• **DIRECTIONS FOR THIS TASK**: Report every line of the records below that contains the word "Alegre".

• **DATA FOR PROCESSING**:

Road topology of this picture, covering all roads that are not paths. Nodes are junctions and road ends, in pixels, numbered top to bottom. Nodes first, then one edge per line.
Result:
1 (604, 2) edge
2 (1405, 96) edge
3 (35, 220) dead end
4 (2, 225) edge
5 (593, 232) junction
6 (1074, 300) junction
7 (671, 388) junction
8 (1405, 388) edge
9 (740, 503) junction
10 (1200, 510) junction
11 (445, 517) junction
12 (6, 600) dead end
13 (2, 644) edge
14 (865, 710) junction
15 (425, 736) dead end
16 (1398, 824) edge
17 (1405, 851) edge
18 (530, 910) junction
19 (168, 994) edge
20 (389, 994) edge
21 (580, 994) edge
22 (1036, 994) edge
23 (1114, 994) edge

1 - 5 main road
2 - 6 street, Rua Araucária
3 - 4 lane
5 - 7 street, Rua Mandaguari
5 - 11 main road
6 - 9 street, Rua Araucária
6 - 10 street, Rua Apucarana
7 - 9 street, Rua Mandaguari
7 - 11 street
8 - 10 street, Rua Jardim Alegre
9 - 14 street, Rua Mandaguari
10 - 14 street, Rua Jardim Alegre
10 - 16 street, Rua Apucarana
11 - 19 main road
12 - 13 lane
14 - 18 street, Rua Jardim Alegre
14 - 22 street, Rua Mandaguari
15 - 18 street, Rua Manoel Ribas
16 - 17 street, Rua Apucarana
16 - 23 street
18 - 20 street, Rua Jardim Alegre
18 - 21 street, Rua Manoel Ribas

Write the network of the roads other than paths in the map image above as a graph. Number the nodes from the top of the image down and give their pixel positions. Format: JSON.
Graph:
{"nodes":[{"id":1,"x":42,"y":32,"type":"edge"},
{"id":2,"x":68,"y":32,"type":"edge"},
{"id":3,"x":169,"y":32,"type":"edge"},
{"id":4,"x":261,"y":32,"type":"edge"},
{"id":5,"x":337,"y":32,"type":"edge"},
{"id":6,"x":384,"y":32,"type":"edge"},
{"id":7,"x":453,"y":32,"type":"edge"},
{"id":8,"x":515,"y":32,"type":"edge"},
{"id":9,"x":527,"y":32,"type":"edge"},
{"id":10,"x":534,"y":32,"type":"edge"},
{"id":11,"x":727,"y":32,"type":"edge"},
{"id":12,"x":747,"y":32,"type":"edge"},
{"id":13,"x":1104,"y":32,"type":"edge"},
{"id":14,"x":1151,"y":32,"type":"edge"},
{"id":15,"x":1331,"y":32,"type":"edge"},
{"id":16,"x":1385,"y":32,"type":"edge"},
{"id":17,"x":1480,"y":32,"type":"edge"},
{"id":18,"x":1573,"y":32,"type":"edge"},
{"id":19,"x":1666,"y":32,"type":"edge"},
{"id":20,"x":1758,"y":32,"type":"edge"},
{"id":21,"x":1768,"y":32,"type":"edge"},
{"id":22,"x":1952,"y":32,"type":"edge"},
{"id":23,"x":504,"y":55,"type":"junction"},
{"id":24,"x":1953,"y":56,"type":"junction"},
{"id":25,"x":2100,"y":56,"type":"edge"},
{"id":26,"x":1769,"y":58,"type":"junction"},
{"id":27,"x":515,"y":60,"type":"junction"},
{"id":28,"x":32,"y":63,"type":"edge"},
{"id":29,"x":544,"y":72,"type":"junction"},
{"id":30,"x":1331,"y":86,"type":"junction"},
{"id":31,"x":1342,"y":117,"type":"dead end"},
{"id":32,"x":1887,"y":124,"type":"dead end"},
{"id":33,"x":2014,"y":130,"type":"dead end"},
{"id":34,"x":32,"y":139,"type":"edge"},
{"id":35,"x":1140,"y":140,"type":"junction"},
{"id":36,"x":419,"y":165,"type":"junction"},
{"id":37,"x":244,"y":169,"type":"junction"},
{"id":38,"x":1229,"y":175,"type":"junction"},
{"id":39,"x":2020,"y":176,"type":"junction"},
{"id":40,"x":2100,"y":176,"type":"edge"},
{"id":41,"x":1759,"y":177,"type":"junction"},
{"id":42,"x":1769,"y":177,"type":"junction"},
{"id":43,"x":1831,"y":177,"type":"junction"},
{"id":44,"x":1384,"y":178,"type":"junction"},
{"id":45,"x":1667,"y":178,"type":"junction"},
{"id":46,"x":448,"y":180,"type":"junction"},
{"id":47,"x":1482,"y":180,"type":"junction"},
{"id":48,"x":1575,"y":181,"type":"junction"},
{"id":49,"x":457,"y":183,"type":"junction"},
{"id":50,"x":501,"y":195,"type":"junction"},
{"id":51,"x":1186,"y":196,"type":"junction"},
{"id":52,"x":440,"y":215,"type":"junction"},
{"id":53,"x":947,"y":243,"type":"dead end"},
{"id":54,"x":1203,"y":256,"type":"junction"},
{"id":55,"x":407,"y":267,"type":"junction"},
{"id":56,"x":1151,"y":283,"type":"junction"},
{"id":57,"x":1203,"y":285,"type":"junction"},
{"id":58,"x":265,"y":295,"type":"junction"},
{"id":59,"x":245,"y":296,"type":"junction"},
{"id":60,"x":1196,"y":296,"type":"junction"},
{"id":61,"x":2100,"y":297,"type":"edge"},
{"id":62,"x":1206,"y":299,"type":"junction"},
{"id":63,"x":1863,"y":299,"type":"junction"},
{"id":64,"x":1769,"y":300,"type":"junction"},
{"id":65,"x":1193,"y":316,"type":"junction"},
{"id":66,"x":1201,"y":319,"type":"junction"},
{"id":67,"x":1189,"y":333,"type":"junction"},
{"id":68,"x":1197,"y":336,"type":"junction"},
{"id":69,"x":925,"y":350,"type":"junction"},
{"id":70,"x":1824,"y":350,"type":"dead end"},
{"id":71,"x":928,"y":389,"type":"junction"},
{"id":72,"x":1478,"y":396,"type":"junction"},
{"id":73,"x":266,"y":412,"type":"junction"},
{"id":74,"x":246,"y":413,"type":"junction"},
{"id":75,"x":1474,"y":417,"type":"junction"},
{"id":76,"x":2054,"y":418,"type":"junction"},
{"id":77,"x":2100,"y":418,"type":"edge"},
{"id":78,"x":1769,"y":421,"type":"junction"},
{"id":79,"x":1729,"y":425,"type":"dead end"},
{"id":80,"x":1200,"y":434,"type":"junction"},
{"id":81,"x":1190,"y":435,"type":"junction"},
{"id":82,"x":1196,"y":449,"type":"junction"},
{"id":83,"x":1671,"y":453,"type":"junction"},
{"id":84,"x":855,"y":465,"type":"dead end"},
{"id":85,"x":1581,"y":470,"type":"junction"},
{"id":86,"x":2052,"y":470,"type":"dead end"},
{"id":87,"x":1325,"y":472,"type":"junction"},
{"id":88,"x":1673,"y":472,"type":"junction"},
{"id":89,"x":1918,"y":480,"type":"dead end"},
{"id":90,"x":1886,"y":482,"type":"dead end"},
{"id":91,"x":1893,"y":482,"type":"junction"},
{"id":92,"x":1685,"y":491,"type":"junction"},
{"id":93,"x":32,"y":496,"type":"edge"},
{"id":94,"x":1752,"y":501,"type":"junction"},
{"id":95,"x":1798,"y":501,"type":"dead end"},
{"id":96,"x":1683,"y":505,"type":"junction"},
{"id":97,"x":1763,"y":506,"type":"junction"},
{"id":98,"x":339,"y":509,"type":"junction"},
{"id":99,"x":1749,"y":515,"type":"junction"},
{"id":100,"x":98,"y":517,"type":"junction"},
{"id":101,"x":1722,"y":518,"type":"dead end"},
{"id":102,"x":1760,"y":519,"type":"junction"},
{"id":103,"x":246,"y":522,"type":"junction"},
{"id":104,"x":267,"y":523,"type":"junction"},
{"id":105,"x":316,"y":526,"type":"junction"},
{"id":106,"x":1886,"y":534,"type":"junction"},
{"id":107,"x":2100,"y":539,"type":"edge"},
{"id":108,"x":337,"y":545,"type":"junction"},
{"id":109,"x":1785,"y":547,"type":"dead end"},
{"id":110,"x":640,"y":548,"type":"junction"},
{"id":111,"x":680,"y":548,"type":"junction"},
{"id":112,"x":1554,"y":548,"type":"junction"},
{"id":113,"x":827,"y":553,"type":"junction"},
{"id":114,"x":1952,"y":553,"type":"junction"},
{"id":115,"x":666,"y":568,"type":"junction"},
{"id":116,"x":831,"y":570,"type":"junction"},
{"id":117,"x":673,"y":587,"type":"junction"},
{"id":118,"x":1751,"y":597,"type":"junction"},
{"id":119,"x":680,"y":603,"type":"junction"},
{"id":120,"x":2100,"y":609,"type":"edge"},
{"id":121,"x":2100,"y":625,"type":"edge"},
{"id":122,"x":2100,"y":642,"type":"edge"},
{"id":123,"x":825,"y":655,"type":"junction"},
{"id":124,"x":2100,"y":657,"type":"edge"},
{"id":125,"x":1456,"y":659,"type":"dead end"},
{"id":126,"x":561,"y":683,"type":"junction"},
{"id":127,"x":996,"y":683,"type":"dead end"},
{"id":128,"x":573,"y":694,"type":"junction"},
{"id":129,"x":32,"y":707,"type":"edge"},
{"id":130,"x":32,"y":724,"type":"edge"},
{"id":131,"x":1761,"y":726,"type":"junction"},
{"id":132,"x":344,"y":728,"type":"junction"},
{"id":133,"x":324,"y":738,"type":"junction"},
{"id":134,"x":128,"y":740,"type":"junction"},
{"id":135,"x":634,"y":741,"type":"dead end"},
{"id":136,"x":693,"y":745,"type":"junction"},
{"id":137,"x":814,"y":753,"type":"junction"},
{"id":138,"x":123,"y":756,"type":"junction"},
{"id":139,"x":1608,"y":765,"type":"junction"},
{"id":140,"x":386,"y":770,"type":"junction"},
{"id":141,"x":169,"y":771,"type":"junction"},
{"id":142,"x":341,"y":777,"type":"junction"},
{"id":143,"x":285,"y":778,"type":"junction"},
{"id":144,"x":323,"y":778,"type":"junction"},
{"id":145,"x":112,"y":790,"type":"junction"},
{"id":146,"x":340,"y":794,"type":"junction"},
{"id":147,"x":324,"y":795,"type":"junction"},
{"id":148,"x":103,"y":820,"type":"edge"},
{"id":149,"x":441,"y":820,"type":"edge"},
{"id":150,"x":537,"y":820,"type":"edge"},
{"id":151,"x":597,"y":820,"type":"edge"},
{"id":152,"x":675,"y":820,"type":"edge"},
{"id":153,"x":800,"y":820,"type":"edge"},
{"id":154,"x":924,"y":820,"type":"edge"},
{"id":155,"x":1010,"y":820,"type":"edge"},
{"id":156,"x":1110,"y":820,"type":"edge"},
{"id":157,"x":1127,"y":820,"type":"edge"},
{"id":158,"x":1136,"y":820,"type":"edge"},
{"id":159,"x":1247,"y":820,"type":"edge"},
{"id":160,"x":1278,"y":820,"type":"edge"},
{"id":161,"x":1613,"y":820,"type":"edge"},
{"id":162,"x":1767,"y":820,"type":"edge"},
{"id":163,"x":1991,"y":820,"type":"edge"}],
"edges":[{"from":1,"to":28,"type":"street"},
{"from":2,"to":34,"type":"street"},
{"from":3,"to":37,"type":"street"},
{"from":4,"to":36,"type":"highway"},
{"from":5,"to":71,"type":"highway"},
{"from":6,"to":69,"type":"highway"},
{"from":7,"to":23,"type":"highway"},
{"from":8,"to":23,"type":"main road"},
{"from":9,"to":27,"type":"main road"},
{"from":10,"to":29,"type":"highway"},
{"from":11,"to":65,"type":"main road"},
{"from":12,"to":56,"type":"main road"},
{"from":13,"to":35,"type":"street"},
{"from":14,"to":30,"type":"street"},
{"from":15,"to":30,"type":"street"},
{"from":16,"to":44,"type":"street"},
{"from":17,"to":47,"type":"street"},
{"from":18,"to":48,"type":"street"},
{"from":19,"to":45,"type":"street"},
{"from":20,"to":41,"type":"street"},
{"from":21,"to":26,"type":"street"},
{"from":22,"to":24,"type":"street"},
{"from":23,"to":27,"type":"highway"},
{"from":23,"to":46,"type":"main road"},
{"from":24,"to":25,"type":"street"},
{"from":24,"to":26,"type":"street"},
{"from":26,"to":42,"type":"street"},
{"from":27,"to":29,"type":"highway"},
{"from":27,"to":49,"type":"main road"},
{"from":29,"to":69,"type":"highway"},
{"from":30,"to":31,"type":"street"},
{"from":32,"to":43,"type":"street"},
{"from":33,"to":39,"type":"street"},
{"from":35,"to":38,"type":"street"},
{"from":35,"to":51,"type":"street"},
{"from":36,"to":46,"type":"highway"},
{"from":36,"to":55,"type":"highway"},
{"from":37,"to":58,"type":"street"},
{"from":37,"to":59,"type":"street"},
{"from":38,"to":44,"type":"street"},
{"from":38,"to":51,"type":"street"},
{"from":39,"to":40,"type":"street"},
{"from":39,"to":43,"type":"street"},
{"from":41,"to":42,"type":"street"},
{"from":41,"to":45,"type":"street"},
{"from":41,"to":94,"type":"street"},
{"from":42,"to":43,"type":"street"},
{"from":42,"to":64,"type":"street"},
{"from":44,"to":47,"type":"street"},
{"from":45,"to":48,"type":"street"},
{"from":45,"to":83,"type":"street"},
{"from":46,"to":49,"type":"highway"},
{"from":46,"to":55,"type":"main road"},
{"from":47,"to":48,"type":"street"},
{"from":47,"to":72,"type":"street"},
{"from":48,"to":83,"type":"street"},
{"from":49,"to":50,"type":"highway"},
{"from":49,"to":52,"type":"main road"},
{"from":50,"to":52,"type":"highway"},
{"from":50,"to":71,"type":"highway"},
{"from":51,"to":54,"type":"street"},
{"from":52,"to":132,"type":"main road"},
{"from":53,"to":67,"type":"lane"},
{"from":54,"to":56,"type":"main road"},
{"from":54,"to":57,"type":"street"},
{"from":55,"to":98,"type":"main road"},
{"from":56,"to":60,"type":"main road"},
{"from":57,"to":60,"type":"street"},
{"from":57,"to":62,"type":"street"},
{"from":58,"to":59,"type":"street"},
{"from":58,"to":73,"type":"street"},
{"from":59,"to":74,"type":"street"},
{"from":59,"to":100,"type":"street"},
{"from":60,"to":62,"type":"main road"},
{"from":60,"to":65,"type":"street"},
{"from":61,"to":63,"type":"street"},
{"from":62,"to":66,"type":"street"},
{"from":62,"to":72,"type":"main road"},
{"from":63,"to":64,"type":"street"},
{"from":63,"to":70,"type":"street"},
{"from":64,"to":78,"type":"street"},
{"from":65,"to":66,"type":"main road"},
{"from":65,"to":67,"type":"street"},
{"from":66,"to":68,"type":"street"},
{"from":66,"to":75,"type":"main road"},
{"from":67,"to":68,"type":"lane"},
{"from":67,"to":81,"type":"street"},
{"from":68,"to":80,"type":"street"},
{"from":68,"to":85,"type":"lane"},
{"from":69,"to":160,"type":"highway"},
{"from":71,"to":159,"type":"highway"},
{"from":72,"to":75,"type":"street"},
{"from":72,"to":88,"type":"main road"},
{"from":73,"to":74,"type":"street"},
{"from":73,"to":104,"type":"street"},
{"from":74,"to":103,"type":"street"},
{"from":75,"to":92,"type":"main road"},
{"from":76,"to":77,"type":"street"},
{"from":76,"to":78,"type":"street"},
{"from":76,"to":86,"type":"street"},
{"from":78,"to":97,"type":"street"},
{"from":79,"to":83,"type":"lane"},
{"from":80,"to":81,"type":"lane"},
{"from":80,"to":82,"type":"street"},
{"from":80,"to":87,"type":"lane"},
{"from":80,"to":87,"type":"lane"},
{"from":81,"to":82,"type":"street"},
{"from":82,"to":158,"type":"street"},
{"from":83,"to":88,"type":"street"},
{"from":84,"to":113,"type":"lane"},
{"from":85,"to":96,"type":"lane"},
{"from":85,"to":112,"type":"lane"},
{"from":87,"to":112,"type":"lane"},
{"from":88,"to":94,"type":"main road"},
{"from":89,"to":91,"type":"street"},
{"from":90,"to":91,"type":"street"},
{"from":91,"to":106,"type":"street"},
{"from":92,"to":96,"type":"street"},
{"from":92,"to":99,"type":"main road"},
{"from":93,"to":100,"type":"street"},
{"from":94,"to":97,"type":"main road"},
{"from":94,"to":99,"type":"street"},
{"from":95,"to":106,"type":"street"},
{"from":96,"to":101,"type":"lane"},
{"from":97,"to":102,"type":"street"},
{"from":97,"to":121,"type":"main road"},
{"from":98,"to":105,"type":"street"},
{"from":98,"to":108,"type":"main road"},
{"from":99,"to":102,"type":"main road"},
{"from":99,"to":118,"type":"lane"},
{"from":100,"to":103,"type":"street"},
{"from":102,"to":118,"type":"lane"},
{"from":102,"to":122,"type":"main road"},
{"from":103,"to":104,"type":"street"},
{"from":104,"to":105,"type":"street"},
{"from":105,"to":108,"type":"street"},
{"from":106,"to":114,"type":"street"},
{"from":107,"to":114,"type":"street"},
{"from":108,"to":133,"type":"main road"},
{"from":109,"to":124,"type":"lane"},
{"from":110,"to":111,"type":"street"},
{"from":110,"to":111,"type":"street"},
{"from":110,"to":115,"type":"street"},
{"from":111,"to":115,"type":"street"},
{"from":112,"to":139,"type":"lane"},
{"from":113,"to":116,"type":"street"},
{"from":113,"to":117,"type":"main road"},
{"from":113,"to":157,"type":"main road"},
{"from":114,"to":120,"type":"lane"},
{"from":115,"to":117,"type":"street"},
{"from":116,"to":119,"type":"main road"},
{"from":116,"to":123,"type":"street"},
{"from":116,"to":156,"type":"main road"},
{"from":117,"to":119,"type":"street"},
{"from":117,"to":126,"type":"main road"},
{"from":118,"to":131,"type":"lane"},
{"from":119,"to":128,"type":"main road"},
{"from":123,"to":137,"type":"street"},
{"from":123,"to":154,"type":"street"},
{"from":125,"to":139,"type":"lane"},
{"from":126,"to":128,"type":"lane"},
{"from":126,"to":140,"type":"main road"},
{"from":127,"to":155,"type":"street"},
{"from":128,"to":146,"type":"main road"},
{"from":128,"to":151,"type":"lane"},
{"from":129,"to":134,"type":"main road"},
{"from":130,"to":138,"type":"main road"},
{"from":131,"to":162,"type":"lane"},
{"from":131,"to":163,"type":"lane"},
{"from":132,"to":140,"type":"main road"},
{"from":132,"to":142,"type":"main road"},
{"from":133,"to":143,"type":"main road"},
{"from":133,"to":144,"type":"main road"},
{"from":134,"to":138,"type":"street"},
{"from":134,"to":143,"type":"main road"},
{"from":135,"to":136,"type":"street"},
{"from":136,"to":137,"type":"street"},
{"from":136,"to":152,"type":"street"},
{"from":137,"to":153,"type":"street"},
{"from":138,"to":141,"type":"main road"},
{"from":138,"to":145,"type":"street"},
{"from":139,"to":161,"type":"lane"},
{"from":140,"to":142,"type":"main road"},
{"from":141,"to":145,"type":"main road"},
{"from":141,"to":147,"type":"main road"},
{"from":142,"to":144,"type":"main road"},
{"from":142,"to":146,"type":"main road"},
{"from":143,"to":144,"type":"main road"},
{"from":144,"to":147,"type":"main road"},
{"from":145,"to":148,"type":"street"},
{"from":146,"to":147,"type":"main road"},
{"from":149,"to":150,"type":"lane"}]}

• **RESPONSE**:
8 - 10 street, Rua Jardim Alegre
10 - 14 street, Rua Jardim Alegre
14 - 18 street, Rua Jardim Alegre
18 - 20 street, Rua Jardim Alegre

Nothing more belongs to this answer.